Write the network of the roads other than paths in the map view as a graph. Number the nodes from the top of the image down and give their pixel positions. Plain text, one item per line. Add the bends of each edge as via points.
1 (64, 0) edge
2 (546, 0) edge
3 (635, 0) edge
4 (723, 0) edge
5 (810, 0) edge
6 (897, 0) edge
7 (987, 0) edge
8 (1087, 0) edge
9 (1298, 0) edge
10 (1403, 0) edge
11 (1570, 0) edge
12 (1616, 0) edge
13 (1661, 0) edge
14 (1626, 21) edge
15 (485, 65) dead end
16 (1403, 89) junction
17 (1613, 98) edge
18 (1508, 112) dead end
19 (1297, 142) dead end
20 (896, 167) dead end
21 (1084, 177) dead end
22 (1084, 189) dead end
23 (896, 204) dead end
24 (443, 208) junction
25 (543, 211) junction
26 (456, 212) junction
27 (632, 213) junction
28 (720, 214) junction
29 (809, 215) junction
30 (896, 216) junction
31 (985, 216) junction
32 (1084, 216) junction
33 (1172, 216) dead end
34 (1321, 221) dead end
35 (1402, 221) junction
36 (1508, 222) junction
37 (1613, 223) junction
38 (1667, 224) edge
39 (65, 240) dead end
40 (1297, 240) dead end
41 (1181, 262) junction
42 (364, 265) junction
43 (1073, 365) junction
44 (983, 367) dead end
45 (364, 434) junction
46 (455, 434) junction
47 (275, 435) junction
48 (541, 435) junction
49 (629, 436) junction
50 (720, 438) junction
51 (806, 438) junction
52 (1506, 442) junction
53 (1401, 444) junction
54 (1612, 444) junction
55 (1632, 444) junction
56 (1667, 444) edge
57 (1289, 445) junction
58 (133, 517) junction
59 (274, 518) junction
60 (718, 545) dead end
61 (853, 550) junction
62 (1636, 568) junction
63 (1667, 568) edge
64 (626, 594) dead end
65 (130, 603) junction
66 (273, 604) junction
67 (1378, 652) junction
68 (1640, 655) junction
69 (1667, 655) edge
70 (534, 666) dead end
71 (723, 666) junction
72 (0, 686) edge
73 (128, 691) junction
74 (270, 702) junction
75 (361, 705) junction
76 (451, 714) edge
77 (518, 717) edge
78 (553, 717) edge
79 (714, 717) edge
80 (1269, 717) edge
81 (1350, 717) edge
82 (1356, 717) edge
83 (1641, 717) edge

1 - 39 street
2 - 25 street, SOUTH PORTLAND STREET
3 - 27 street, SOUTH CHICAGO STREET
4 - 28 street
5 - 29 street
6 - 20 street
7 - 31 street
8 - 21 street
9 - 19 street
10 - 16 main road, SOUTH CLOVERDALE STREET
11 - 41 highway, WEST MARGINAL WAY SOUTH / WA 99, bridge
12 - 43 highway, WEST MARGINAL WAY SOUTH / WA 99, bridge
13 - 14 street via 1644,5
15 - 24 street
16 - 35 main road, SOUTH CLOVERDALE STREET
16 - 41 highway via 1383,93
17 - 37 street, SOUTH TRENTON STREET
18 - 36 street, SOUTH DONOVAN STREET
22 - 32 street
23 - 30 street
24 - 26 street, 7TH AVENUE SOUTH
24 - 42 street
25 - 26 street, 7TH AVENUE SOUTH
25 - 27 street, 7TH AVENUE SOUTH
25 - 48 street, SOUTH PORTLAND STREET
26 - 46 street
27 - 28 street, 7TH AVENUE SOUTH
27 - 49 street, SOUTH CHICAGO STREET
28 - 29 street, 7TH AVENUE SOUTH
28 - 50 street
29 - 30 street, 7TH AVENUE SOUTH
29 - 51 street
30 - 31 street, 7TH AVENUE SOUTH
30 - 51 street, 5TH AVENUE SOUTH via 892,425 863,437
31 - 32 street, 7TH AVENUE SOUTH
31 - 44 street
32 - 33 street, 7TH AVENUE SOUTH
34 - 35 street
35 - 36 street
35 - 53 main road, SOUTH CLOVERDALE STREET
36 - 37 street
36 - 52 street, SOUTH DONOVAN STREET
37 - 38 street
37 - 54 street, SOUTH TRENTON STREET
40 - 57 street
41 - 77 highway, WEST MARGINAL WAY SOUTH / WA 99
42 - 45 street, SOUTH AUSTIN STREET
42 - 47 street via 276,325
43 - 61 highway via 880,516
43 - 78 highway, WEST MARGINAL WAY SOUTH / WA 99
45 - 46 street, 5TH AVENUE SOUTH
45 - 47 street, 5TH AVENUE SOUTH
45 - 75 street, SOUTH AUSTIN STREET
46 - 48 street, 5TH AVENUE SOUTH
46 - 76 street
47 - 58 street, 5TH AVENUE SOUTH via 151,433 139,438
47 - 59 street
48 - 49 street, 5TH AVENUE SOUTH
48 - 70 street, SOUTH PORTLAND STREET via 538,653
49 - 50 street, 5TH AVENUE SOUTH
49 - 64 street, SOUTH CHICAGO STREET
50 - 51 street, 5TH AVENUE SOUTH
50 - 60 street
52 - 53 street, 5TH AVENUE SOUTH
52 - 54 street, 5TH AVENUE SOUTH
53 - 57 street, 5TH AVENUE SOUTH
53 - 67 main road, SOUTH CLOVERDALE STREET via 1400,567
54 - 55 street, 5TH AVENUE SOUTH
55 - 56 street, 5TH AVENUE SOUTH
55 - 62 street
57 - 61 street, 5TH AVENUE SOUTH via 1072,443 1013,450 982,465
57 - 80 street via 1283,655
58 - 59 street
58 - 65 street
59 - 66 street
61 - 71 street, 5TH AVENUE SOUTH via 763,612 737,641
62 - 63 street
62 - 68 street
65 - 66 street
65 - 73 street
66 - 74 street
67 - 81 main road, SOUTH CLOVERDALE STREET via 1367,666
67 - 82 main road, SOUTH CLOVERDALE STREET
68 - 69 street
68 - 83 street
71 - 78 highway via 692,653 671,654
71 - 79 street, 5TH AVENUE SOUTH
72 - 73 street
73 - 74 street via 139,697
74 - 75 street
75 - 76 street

▸ Instructions to follow: Produce an identical printout of the material above.

▸ Task result:
Write the network of the roads other than paths in the map view as a graph. Number the nodes from the top of the image down and give their pixel positions. Plain text, one item per line. Add the bends of each edge as via points.
1 (64, 0) edge
2 (546, 0) edge
3 (635, 0) edge
4 (723, 0) edge
5 (810, 0) edge
6 (897, 0) edge
7 (987, 0) edge
8 (1087, 0) edge
9 (1298, 0) edge
10 (1403, 0) edge
11 (1570, 0) edge
12 (1616, 0) edge
13 (1661, 0) edge
14 (1626, 21) edge
15 (485, 65) dead end
16 (1403, 89) junction
17 (1613, 98) edge
18 (1508, 112) dead end
19 (1297, 142) dead end
20 (896, 167) dead end
21 (1084, 177) dead end
22 (1084, 189) dead end
23 (896, 204) dead end
24 (443, 208) junction
25 (543, 211) junction
26 (456, 212) junction
27 (632, 213) junction
28 (720, 214) junction
29 (809, 215) junction
30 (896, 216) junction
31 (985, 216) junction
32 (1084, 216) junction
33 (1172, 216) dead end
34 (1321, 221) dead end
35 (1402, 221) junction
36 (1508, 222) junction
37 (1613, 223) junction
38 (1667, 224) edge
39 (65, 240) dead end
40 (1297, 240) dead end
41 (1181, 262) junction
42 (364, 265) junction
43 (1073, 365) junction
44 (983, 367) dead end
45 (364, 434) junction
46 (455, 434) junction
47 (275, 435) junction
48 (541, 435) junction
49 (629, 436) junction
50 (720, 438) junction
51 (806, 438) junction
52 (1506, 442) junction
53 (1401, 444) junction
54 (1612, 444) junction
55 (1632, 444) junction
56 (1667, 444) edge
57 (1289, 445) junction
58 (133, 517) junction
59 (274, 518) junction
60 (718, 545) dead end
61 (853, 550) junction
62 (1636, 568) junction
63 (1667, 568) edge
64 (626, 594) dead end
65 (130, 603) junction
66 (273, 604) junction
67 (1378, 652) junction
68 (1640, 655) junction
69 (1667, 655) edge
70 (534, 666) dead end
71 (723, 666) junction
72 (0, 686) edge
73 (128, 691) junction
74 (270, 702) junction
75 (361, 705) junction
76 (451, 714) edge
77 (518, 717) edge
78 (553, 717) edge
79 (714, 717) edge
80 (1269, 717) edge
81 (1350, 717) edge
82 (1356, 717) edge
83 (1641, 717) edge

1 - 39 street
2 - 25 street, SOUTH PORTLAND STREET
3 - 27 street, SOUTH CHICAGO STREET
4 - 28 street
5 - 29 street
6 - 20 street
7 - 31 street
8 - 21 street
9 - 19 street
10 - 16 main road, SOUTH CLOVERDALE STREET
11 - 41 highway, WEST MARGINAL WAY SOUTH / WA 99, bridge
12 - 43 highway, WEST MARGINAL WAY SOUTH / WA 99, bridge
13 - 14 street via 1644,5
15 - 24 street
16 - 35 main road, SOUTH CLOVERDALE STREET
16 - 41 highway via 1383,93
17 - 37 street, SOUTH TRENTON STREET
18 - 36 street, SOUTH DONOVAN STREET
22 - 32 street
23 - 30 street
24 - 26 street, 7TH AVENUE SOUTH
24 - 42 street
25 - 26 street, 7TH AVENUE SOUTH
25 - 27 street, 7TH AVENUE SOUTH
25 - 48 street, SOUTH PORTLAND STREET
26 - 46 street
27 - 28 street, 7TH AVENUE SOUTH
27 - 49 street, SOUTH CHICAGO STREET
28 - 29 street, 7TH AVENUE SOUTH
28 - 50 street
29 - 30 street, 7TH AVENUE SOUTH
29 - 51 street
30 - 31 street, 7TH AVENUE SOUTH
30 - 51 street, 5TH AVENUE SOUTH via 892,425 863,437
31 - 32 street, 7TH AVENUE SOUTH
31 - 44 street
32 - 33 street, 7TH AVENUE SOUTH
34 - 35 street
35 - 36 street
35 - 53 main road, SOUTH CLOVERDALE STREET
36 - 37 street
36 - 52 street, SOUTH DONOVAN STREET
37 - 38 street
37 - 54 street, SOUTH TRENTON STREET
40 - 57 street
41 - 77 highway, WEST MARGINAL WAY SOUTH / WA 99
42 - 45 street, SOUTH AUSTIN STREET
42 - 47 street via 276,325
43 - 61 highway via 880,516
43 - 78 highway, WEST MARGINAL WAY SOUTH / WA 99
45 - 46 street, 5TH AVENUE SOUTH
45 - 47 street, 5TH AVENUE SOUTH
45 - 75 street, SOUTH AUSTIN STREET
46 - 48 street, 5TH AVENUE SOUTH
46 - 76 street
47 - 58 street, 5TH AVENUE SOUTH via 151,433 139,438
47 - 59 street
48 - 49 street, 5TH AVENUE SOUTH
48 - 70 street, SOUTH PORTLAND STREET via 538,653
49 - 50 street, 5TH AVENUE SOUTH
49 - 64 street, SOUTH CHICAGO STREET
50 - 51 street, 5TH AVENUE SOUTH
50 - 60 street
52 - 53 street, 5TH AVENUE SOUTH
52 - 54 street, 5TH AVENUE SOUTH
53 - 57 street, 5TH AVENUE SOUTH
53 - 67 main road, SOUTH CLOVERDALE STREET via 1400,567
54 - 55 street, 5TH AVENUE SOUTH
55 - 56 street, 5TH AVENUE SOUTH
55 - 62 street
57 - 61 street, 5TH AVENUE SOUTH via 1072,443 1013,450 982,465
57 - 80 street via 1283,655
58 - 59 street
58 - 65 street
59 - 66 street
61 - 71 street, 5TH AVENUE SOUTH via 763,612 737,641
62 - 63 street
62 - 68 street
65 - 66 street
65 - 73 street
66 - 74 street
67 - 81 main road, SOUTH CLOVERDALE STREET via 1367,666
67 - 82 main road, SOUTH CLOVERDALE STREET
68 - 69 street
68 - 83 street
71 - 78 highway via 692,653 671,654
71 - 79 street, 5TH AVENUE SOUTH
72 - 73 street
73 - 74 street via 139,697
74 - 75 street
75 - 76 street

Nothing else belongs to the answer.